"""

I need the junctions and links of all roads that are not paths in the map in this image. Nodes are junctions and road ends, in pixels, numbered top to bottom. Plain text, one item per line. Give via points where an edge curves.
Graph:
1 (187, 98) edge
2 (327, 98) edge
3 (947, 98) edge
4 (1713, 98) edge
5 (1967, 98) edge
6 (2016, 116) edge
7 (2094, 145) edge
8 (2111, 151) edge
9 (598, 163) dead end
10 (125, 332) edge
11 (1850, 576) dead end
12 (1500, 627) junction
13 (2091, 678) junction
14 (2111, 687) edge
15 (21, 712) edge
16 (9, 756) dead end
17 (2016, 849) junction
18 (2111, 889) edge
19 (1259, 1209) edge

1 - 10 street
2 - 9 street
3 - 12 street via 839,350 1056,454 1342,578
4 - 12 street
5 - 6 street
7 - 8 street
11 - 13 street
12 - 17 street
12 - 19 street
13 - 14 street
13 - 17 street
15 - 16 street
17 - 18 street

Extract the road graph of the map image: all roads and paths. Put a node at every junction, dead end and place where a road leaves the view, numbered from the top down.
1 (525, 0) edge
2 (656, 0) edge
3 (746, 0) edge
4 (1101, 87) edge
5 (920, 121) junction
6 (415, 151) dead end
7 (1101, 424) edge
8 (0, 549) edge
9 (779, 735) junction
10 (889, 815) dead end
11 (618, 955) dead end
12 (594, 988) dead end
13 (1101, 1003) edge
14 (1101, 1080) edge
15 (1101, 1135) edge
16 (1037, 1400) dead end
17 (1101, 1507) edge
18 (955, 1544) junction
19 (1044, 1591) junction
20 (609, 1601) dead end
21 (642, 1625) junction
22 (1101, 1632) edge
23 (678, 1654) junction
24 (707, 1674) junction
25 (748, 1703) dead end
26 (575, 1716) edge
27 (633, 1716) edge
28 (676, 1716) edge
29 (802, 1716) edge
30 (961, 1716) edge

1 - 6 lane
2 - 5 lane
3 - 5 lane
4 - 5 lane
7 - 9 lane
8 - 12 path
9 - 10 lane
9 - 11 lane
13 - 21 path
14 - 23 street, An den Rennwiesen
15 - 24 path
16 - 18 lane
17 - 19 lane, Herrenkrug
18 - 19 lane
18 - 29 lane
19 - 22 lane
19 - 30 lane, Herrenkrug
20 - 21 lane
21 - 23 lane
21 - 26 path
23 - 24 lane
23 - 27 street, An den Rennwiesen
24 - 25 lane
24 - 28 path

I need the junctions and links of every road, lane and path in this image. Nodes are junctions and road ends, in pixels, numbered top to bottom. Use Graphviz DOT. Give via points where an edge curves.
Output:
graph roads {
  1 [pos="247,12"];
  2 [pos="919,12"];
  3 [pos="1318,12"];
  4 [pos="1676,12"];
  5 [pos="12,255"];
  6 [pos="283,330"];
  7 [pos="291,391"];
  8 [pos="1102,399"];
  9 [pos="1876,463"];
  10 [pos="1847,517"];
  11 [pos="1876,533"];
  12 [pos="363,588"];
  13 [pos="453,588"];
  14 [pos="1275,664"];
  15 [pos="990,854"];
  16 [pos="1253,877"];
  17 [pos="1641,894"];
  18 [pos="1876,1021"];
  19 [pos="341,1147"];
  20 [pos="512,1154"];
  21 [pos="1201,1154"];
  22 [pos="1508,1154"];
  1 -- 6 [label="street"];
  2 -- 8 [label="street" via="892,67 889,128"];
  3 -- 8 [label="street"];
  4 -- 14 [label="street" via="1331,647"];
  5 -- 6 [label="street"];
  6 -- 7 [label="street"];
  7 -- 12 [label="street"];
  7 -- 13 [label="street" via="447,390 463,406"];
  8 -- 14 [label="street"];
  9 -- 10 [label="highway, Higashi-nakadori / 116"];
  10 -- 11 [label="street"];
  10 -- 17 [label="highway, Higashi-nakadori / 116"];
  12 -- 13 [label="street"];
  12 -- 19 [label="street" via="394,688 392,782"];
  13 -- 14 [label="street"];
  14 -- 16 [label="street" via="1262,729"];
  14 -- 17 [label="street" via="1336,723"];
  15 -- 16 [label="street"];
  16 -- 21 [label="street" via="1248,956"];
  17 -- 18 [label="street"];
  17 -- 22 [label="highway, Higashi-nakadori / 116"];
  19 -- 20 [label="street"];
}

"""

> [Work instructions]: Every entry above should be duplicated exactly.

> [Your solution]:
I need the junctions and links of all roads that are not paths in the map in this image. Nodes are junctions and road ends, in pixels, numbered top to bottom. Plain text, one item per line. Give via points where an edge curves.
Graph:
1 (187, 98) edge
2 (327, 98) edge
3 (947, 98) edge
4 (1713, 98) edge
5 (1967, 98) edge
6 (2016, 116) edge
7 (2094, 145) edge
8 (2111, 151) edge
9 (598, 163) dead end
10 (125, 332) edge
11 (1850, 576) dead end
12 (1500, 627) junction
13 (2091, 678) junction
14 (2111, 687) edge
15 (21, 712) edge
16 (9, 756) dead end
17 (2016, 849) junction
18 (2111, 889) edge
19 (1259, 1209) edge

1 - 10 street
2 - 9 street
3 - 12 street via 839,350 1056,454 1342,578
4 - 12 street
5 - 6 street
7 - 8 street
11 - 13 street
12 - 17 street
12 - 19 street
13 - 14 street
13 - 17 street
15 - 16 street
17 - 18 street

Extract the road graph of the map image: all roads and paths. Put a node at every junction, dead end and place where a road leaves the view, numbered from the top down.
1 (525, 0) edge
2 (656, 0) edge
3 (746, 0) edge
4 (1101, 87) edge
5 (920, 121) junction
6 (415, 151) dead end
7 (1101, 424) edge
8 (0, 549) edge
9 (779, 735) junction
10 (889, 815) dead end
11 (618, 955) dead end
12 (594, 988) dead end
13 (1101, 1003) edge
14 (1101, 1080) edge
15 (1101, 1135) edge
16 (1037, 1400) dead end
17 (1101, 1507) edge
18 (955, 1544) junction
19 (1044, 1591) junction
20 (609, 1601) dead end
21 (642, 1625) junction
22 (1101, 1632) edge
23 (678, 1654) junction
24 (707, 1674) junction
25 (748, 1703) dead end
26 (575, 1716) edge
27 (633, 1716) edge
28 (676, 1716) edge
29 (802, 1716) edge
30 (961, 1716) edge

1 - 6 lane
2 - 5 lane
3 - 5 lane
4 - 5 lane
7 - 9 lane
8 - 12 path
9 - 10 lane
9 - 11 lane
13 - 21 path
14 - 23 street, An den Rennwiesen
15 - 24 path
16 - 18 lane
17 - 19 lane, Herrenkrug
18 - 19 lane
18 - 29 lane
19 - 22 lane
19 - 30 lane, Herrenkrug
20 - 21 lane
21 - 23 lane
21 - 26 path
23 - 24 lane
23 - 27 street, An den Rennwiesen
24 - 25 lane
24 - 28 path

I need the junctions and links of every road, lane and path in this image. Nodes are junctions and road ends, in pixels, numbered top to bottom. Use Graphviz DOT. Give via points where an edge curves.
Output:
graph roads {
  1 [pos="247,12"];
  2 [pos="919,12"];
  3 [pos="1318,12"];
  4 [pos="1676,12"];
  5 [pos="12,255"];
  6 [pos="283,330"];
  7 [pos="291,391"];
  8 [pos="1102,399"];
  9 [pos="1876,463"];
  10 [pos="1847,517"];
  11 [pos="1876,533"];
  12 [pos="363,588"];
  13 [pos="453,588"];
  14 [pos="1275,664"];
  15 [pos="990,854"];
  16 [pos="1253,877"];
  17 [pos="1641,894"];
  18 [pos="1876,1021"];
  19 [pos="341,1147"];
  20 [pos="512,1154"];
  21 [pos="1201,1154"];
  22 [pos="1508,1154"];
  1 -- 6 [label="street"];
  2 -- 8 [label="street" via="892,67 889,128"];
  3 -- 8 [label="street"];
  4 -- 14 [label="street" via="1331,647"];
  5 -- 6 [label="street"];
  6 -- 7 [label="street"];
  7 -- 12 [label="street"];
  7 -- 13 [label="street" via="447,390 463,406"];
  8 -- 14 [label="street"];
  9 -- 10 [label="highway, Higashi-nakadori / 116"];
  10 -- 11 [label="street"];
  10 -- 17 [label="highway, Higashi-nakadori / 116"];
  12 -- 13 [label="street"];
  12 -- 19 [label="street" via="394,688 392,782"];
  13 -- 14 [label="street"];
  14 -- 16 [label="street" via="1262,729"];
  14 -- 17 [label="street" via="1336,723"];
  15 -- 16 [label="street"];
  16 -- 21 [label="street" via="1248,956"];
  17 -- 18 [label="street"];
  17 -- 22 [label="highway, Higashi-nakadori / 116"];
  19 -- 20 [label="street"];
}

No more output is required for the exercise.